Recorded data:
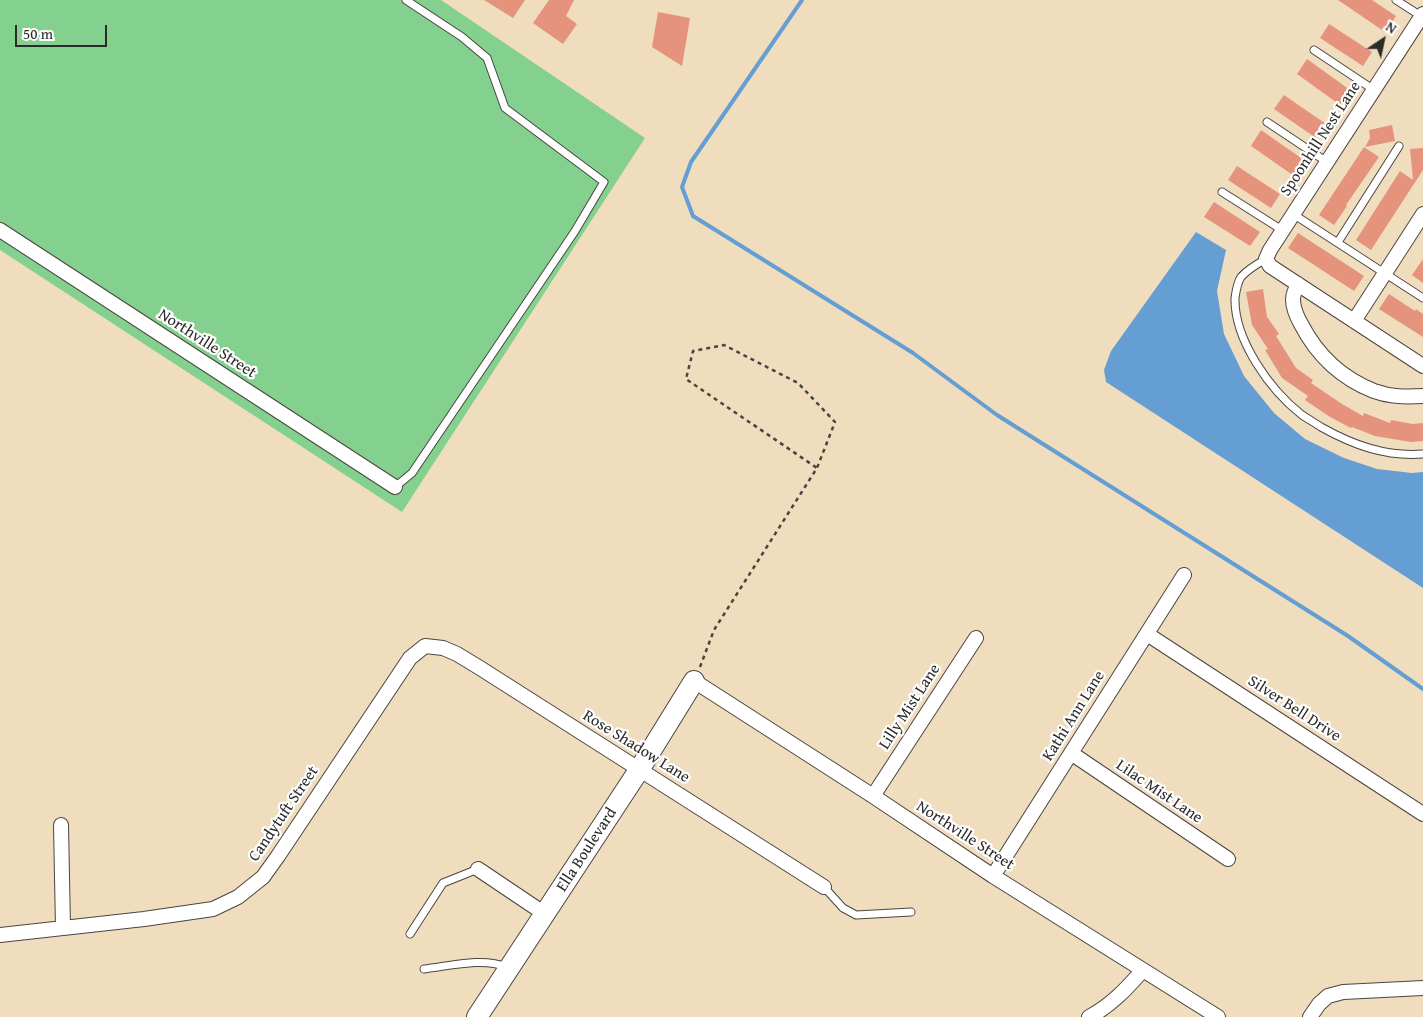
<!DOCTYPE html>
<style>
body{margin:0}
#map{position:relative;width:1423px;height:1017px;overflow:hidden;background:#f0ddbd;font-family:"Gentium Book Plus",serif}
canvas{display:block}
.north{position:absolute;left:1358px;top:15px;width:50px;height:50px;-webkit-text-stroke:4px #fff;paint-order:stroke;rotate:34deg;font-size:14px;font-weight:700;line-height:20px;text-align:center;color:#2b2b2b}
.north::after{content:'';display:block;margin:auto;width:18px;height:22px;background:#2b2b2b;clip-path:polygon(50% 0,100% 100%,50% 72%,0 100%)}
.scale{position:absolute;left:15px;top:25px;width:92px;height:22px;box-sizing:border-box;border:2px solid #2b2b2b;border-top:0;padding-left:6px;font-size:15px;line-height:18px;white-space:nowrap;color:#2b2b2b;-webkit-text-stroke:4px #fff;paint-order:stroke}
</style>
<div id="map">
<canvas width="1423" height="1017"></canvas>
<div class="north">N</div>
<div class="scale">50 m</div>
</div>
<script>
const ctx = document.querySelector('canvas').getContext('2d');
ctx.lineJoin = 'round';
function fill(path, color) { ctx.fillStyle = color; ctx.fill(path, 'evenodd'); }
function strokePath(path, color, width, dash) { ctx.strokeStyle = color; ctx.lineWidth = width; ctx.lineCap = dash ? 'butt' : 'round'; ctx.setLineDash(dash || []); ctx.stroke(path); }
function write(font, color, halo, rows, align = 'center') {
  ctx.font = font + ' "Gentium Book Plus",serif'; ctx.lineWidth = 4.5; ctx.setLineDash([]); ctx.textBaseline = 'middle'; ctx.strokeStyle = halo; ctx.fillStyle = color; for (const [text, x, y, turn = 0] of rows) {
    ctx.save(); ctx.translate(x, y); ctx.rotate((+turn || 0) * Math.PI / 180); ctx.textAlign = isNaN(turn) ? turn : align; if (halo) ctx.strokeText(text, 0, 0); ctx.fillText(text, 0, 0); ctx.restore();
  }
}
fill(new Path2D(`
 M0 0H441L645 138 402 512 0 250Z`), '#84d08e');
fill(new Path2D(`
 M1196 232 1226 250 1217 291 1224 334 1244 376 1274 413 1305 439 1344 458 1377 469 1412 473 1423 472V588L1106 382 1104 370 1111 351Z`), '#659ed3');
strokePath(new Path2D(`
 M802 0 691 162 682 187 693 216 913 353 997 415 1348 636 1423 689`), '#659ed3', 4);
fill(new Path2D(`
 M484 0H525L513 18Z
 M549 0H574L566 16 577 24 563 44 533 23Z
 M1338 0H1372L1396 16 1385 32Z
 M658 12 690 18 682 66 652 47Z
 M1329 24 1372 52 1363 66 1320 38Z
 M1307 59 1350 90 1340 105 1297 74Z
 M1284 95 1326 124 1316 138 1274 109Z
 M1392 125 1395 141 1365 147 1370 138 1369 130Z
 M1261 130 1304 160 1294 176 1251 146Z
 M1364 147 1379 157 1346 205 1347 206 1334 225 1319 215Z
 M1423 148V170L1371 250 1356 240 1400 171 1413 180 1410 149Z
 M1237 166 1280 194 1271 208 1228 180Z
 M1214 202 1260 232 1250 246 1204 217Z
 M1298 233 1364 276 1354 291 1288 248Z
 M1423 259V283L1412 275Z
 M1263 289 1267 317 1279 334 1276 336 1296 368 1313 380 1311 383 1342 404 1363 416 1364 413 1390 423 1391 420 1413 424 1423 423V441L1411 442 1375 436 1352 427 1351 428 1330 417 1305 400 1308 396 1282 378 1265 350 1268 349 1252 325 1246 292Z
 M1389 294 1415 311 1416 309 1423 314V337L1379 309Z`), '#e5937c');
const lane = new Path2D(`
 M1396 0 1421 16
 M1314 50 1374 90
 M1267 122 1327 162
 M1222 192 1282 230
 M1293 214 1423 298
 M1338 242 1399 146
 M1266 259C1257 264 1248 269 1241 277 1237 283 1236 291 1235 298 1234 340 1270 390 1302 415 1308 419 1315 423 1321 427 1353 445 1386 457 1423 454
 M395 487 412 473 575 231 604 182 505 108 487 58 462 37 406 0
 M824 887 843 908 856 915 911 912
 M410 934 443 883 478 869
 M424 969C450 966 482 957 507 967`);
const street = new Path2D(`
 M1423 14 1270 250 1266 259 1270 266 1423 366
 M0 230 395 487
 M1298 284C1296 288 1293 294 1293 299 1293 307 1297 317 1301 324 1317 355 1341 378 1374 391 1391 397 1405 397 1423 396
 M1354 321 1423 214
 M1147 634 1423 814
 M694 681 873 796 993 876 1218 1017
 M1071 753 1228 859
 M873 796 976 638
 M61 825 63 928
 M478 869 545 914
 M993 876 1184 575
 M0 935 144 919 213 909 238 897 263 877 278 856 410 658 425 646 443 648 457 654 480 668 824 887
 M1089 1017C1112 1005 1127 988 1143 970
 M1310 1017 1319 1004 1328 996 1343 992 1423 988`);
const secondary = new Path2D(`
 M477 1017 639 770 694 681`);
strokePath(lane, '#494641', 9);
strokePath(street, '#494641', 16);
strokePath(secondary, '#494641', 22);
strokePath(new Path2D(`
 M700 667 714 630 817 468 835 422 798 383 724 345 693 351 686 379 817 468`), '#494641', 2.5, [4, 4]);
strokePath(lane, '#fff', 7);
strokePath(street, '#fff', 14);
strokePath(secondary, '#fff', 20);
write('16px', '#2b2b2b', '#fff', [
 ["Spoonhill Nest Lane",1321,139,-57],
 ["Northville Street",207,344,33],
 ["Lilly Mist Lane",910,707,-57],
 ["Silver Bell Drive",1294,709,33],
 ["Kathi Ann Lane",1074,716,-58],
 ["Rose Shadow Lane",636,747,32],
 ["Lilac Mist Lane",1159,792,34],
 ["Candytuft Street",284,814,-56],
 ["Northville Street",965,836,33],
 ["Ella Boulevard",587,850,-57]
]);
</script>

**What is expected**
Return all lines from the data above with "lineWidth" in them.

**Exercise result**
function strokePath(path, color, width, dash) { ctx.strokeStyle = color; ctx.lineWidth = width; ctx.lineCap = dash ? 'butt' : 'round'; ctx.setLineDash(dash || []); ctx.stroke(path); }
  ctx.font = font + ' "Gentium Book Plus",serif'; ctx.lineWidth = 4.5; ctx.setLineDash([]); ctx.textBaseline = 'middle'; ctx.strokeStyle = halo; ctx.fillStyle = color; for (const [text, x, y, turn = 0] of rows) {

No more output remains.